▶ [WHAT YOU NEED TO DO]: Report each line from the records where the string "index" turns up.

▶ [Body or hand keypoint data]:
=== Begin Enclosure ===
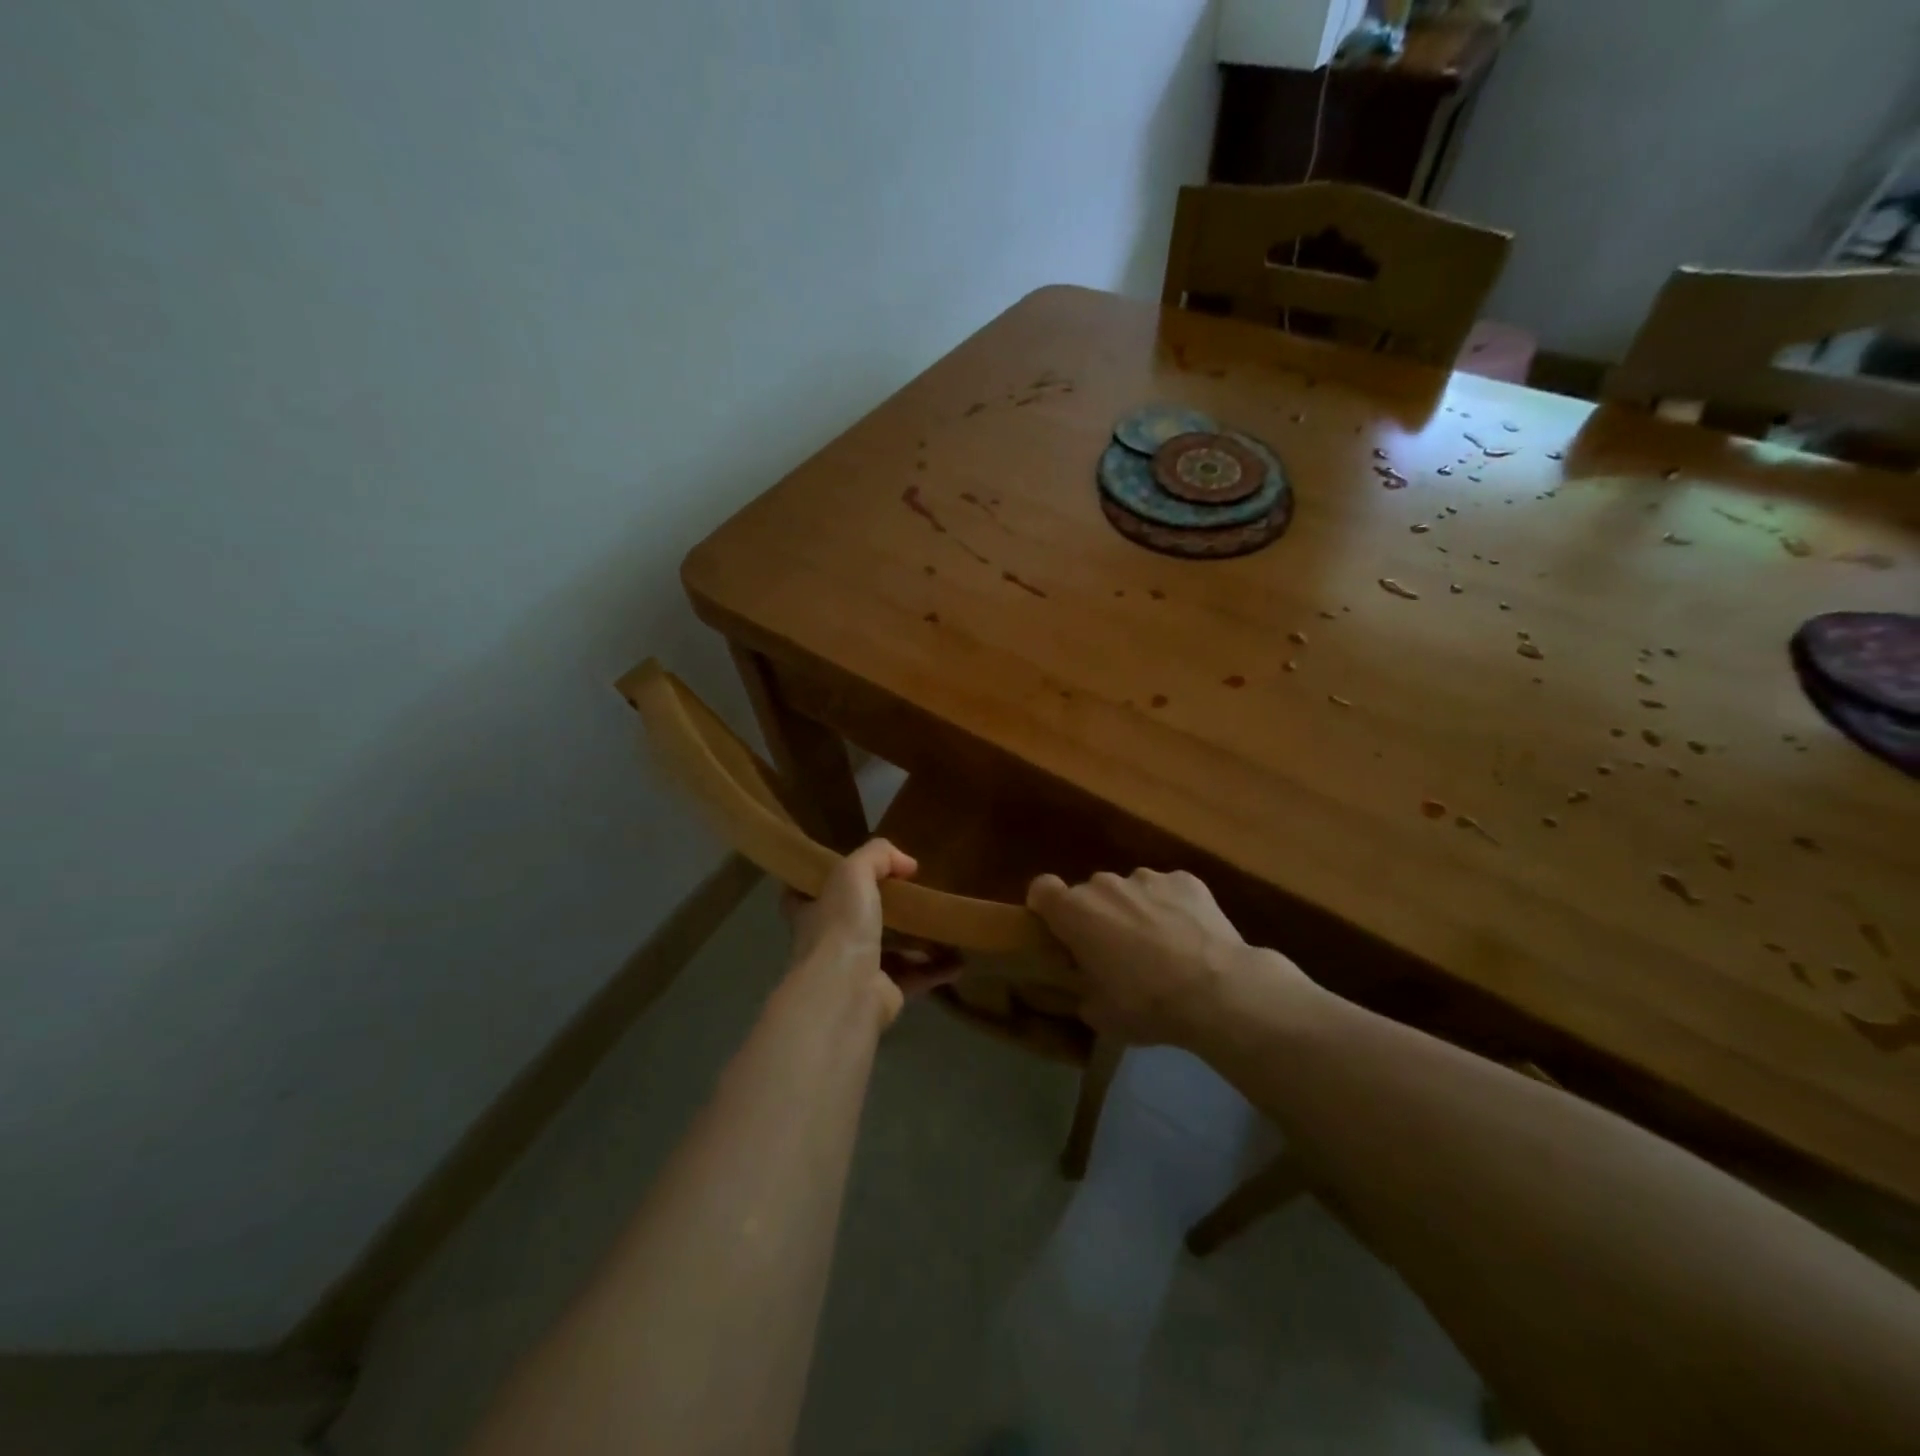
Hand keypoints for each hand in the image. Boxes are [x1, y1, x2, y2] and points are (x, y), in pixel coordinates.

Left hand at [784, 839, 951, 1023]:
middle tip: (914, 891)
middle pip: (856, 918)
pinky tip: (959, 960)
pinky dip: (936, 968)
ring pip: (889, 948)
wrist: (846, 993)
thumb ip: (877, 855)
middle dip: (884, 907)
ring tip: (944, 923)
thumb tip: (907, 863)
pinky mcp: (881, 994)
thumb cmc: (841, 926)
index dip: (832, 878)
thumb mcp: (853, 872)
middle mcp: (828, 940)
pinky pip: (913, 976)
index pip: (812, 890)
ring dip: (916, 939)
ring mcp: (854, 970)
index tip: (860, 868)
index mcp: (811, 910)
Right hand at [1027, 868, 1304, 1046]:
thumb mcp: (1099, 1015)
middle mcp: (1105, 884)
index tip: (1058, 931)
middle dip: (1097, 916)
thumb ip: (1083, 990)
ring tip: (1160, 946)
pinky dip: (1173, 907)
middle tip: (1115, 952)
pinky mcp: (1186, 880)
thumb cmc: (1146, 1004)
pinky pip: (1168, 890)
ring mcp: (1148, 877)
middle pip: (1090, 893)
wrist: (1217, 991)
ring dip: (1135, 910)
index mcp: (1074, 911)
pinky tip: (1190, 937)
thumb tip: (1088, 986)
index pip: (1041, 889)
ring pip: (1130, 890)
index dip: (1046, 907)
=== End Enclosure ===
▶ [WORKED SOLUTION]:
index dip: (832, 878)
index pip: (812, 890)
index tip: (860, 868)
index mcp: (811, 910)
index tip: (1058, 931)
index mcp: (1074, 911)
index pip: (1041, 889)
index dip: (1046, 907)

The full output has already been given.